"Ameaça russa" leva países nórdico-bálticos a reerguer defesas da Guerra Fria, dizem analistas
A "ameaça russa" está a levar os países da região nórdico-báltica a reconstruir infraestruturas de defesa que tinham sido abandonadas com o fim da Guerra Fria, reconhecem analistas.
Frederik Lojdquist, diretor do Instituto Sueco de Relações Internacionais, explicou que a Suécia, a partir do momento em que a Rússia invadiu a Crimeia em 2014, lançou-se a reconstruir grande parte dos mecanismos de segurança que tinham sido desmantelados com o fim da Guerra Fria, no final dos anos 80.
"A Finlândia manteve algumas dessas infraestruturas, mas a Suécia teve de as começar a reconstruir. E isso é consequência do reconhecimento da ameaça russa, que se acentuou com a recente invasão da Ucrânia", disse hoje este diplomata sueco, durante uma conferência virtual sobre a "Guerra Híbrida Russa", organizada pelo Centro para a Análise da Política Europeia (CEPA), em parceria com a embaixada dos Estados Unidos na Suécia, a que a agência Lusa assistiu.
Para Lojdquist, o conceito de guerra híbrida -- uma teoria de estratégia militar que conjuga a guerra convencional com a guerra cibernética e outros modos de influência como a diplomacia e a manipulação informativa -- obriga a que as políticas de segurança nacionais impliquem tanto a sociedade civil como o Estado, sobretudo quando a ameaça vem de potências como a Rússia.
Hana Shelest, investigadora ucraniana do CEPA e a segunda palestrante na conferência, defendeu a ideia de que a ameaça russa obriga os países vizinhos, nomeadamente os nórdicos e os do Báltico, a reinventarem o conceito de Defesa Total (uma política de defesa que combina o conceito de defesa civil e de defesa militar).
"A guerra na Ucrânia tem provado que é essencial uma boa articulação do Exército com a sociedade civil.

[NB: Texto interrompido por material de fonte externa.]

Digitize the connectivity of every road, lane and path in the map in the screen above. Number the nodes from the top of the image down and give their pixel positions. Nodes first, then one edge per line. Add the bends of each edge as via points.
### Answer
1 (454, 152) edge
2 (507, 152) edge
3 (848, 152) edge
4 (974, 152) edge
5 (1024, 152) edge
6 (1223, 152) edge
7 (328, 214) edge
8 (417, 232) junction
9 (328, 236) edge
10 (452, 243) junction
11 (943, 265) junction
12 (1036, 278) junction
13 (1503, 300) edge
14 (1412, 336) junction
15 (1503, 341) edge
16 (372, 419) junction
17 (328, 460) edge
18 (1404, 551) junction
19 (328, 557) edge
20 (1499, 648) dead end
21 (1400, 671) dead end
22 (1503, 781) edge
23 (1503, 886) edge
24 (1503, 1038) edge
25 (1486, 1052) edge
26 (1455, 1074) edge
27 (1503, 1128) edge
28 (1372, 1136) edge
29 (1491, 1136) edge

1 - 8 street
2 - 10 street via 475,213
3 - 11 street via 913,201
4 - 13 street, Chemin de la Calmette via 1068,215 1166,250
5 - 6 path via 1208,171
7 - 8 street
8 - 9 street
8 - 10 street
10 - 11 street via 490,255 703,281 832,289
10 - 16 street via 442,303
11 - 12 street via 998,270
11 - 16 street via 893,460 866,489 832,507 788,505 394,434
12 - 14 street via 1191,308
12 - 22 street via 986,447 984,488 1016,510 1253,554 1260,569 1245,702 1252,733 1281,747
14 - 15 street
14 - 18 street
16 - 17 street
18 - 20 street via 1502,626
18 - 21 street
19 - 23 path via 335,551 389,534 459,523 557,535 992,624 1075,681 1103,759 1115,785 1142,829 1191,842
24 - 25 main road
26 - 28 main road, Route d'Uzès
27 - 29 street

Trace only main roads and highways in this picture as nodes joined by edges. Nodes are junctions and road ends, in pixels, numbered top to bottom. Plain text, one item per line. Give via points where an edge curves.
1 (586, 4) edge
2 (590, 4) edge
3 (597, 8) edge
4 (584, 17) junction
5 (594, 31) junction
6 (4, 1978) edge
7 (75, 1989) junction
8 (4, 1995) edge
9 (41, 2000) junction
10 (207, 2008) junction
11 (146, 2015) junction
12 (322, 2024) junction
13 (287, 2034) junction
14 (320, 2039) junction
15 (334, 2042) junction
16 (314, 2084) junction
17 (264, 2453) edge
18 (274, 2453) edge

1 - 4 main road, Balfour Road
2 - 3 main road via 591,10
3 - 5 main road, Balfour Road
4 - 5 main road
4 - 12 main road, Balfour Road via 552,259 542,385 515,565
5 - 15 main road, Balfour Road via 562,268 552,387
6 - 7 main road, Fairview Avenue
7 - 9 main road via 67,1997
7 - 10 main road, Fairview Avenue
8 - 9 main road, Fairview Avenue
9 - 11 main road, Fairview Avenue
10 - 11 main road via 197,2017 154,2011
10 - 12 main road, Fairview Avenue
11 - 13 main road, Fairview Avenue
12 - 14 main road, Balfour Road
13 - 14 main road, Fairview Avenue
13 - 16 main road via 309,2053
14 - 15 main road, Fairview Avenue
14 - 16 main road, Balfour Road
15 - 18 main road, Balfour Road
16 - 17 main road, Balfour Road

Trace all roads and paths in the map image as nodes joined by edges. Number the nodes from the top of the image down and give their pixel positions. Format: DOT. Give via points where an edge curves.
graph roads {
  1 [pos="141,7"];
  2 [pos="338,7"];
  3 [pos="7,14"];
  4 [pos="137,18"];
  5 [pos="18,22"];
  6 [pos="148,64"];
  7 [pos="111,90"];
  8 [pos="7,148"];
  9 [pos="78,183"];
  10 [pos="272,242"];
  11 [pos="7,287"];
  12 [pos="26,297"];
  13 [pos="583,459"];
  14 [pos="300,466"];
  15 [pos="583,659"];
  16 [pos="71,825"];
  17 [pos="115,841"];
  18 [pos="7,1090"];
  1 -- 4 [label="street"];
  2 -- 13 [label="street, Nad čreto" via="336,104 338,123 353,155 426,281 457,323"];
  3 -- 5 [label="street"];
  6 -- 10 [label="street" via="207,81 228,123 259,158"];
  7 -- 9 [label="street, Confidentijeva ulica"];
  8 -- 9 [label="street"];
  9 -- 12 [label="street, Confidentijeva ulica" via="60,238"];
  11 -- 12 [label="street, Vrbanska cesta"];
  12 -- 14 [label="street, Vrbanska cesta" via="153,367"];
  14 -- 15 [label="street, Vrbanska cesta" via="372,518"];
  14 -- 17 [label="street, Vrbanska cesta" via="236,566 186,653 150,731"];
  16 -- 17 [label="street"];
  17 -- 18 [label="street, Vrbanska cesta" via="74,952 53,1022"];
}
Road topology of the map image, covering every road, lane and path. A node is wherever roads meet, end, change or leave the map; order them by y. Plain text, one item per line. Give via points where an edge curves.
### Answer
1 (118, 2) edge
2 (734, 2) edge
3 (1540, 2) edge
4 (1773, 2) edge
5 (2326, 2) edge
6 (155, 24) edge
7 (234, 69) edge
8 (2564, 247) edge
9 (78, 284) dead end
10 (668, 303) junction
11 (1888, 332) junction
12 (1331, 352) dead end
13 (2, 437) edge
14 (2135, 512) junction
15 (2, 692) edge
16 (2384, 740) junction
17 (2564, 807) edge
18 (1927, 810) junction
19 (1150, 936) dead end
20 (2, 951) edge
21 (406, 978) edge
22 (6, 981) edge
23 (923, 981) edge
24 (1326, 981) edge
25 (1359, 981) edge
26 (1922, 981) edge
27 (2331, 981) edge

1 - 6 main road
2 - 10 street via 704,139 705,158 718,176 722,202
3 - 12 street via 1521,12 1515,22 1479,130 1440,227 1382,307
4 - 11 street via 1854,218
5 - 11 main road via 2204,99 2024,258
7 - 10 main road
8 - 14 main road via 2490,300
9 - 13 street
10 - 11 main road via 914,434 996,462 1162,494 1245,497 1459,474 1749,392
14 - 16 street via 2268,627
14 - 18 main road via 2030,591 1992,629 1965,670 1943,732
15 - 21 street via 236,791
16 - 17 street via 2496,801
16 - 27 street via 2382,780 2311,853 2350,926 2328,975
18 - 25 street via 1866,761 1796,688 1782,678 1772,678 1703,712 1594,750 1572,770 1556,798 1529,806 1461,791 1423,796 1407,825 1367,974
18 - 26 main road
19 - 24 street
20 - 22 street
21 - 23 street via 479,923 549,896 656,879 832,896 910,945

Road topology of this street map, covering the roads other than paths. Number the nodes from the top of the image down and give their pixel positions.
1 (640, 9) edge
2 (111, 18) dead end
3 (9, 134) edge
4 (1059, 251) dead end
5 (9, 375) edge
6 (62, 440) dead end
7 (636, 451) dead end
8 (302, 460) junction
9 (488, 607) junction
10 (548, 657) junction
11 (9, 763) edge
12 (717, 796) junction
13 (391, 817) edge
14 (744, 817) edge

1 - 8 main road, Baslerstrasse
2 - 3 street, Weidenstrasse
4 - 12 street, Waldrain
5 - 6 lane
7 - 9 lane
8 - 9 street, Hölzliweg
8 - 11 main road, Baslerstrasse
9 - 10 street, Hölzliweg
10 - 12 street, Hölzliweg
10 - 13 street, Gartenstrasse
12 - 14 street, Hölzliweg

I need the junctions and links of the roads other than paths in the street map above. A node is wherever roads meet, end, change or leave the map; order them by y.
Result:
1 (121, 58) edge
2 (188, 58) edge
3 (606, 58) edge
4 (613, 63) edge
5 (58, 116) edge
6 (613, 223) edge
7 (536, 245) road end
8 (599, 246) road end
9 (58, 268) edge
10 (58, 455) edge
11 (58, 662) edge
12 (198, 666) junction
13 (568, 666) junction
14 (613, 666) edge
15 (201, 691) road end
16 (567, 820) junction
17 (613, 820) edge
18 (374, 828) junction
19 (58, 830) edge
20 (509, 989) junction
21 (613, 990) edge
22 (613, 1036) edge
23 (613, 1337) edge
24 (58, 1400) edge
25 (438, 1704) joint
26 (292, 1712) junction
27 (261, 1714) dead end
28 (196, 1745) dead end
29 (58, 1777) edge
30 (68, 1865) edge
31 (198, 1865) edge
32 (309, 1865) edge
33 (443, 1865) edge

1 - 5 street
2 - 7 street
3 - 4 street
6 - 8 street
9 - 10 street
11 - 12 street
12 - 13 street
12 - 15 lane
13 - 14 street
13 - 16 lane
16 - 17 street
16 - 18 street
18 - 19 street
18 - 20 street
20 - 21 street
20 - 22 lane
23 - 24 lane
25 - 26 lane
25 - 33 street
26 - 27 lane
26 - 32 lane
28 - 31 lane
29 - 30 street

E, no que diz respeito à sociedade civil, o conceito essencial é resiliência. Perante a fórmula da guerra híbrida que estamos a viver na Ucrânia, é crucial que a sociedade civil seja resiliente", explicou esta investigadora.
Shelest lembrou o exemplo dos proprietários de restaurantes na Ucrânia que, perante a ausência de clientes, em plena guerra, encontraram uma forma de ajudar o esforço de guerra comandando por Kiev.
"Os donos desses restaurantes disseram: `vamos começar a alimentar a população afetada pela guerra`. E isso é um exemplo de resiliência e de Defesa Total", disse a investigadora, concordando com a tese de Lojdquist de que, nos tempos atuais, tudo é cenário de guerra.
Para este diplomata sueco, os países do nórdico-báltico -- uma formação de cooperação que desde 1992 incluiu cinco países nórdicos (Finlândia, Suécia, Noruega, Islândia e Dinamarca) e três países bálticos (Estónia, Letónia e Lituânia) -- estão a recuperar e a reinventar as infraestruturas de Defesa Total herdadas da Guerra Fria.
Um exemplo desse esforço por parte da Suécia foi a recente criação de um Conselho de Segurança Nacional, cujo objetivo é coordenar os esforços da sociedade civil e das organizações militares, no momento em que a Rússia se afirma como uma ameaça.
Contudo, este diplomata sueco concede que estes esforços de Defesa Total nunca serão eficazes de forma isolada, mas antes lembram a necessidade de cooperação regional e internacional, o que explica as intenções da Finlândia e da Suécia de integrarem a NATO.
A ofensiva militar lançada a 24 de fevereiro pela Rússia na Ucrânia causou já a fuga de mais de 13 milhões de pessoas -- mais de seis milhões de deslocados internos e mais de 7,8 milhões para países europeus -, de acordo com os mais recentes dados da ONU, que classifica esta crise de refugiados como a pior na Europa desde a Segunda Guerra Mundial (1939-1945).
A invasão russa -- justificada pelo Presidente russo, Vladimir Putin, com a necessidade de "desnazificar" e desmilitarizar a Ucrânia para segurança da Rússia - foi condenada pela generalidade da comunidade internacional, que tem respondido com envio de armamento para a Ucrânia e imposição à Rússia de sanções políticas e económicas.
A ONU apresentou como confirmados desde o início da guerra 6.702 civis mortos e 10.479 feridos, sublinhando que estes números estão muito aquém dos reais.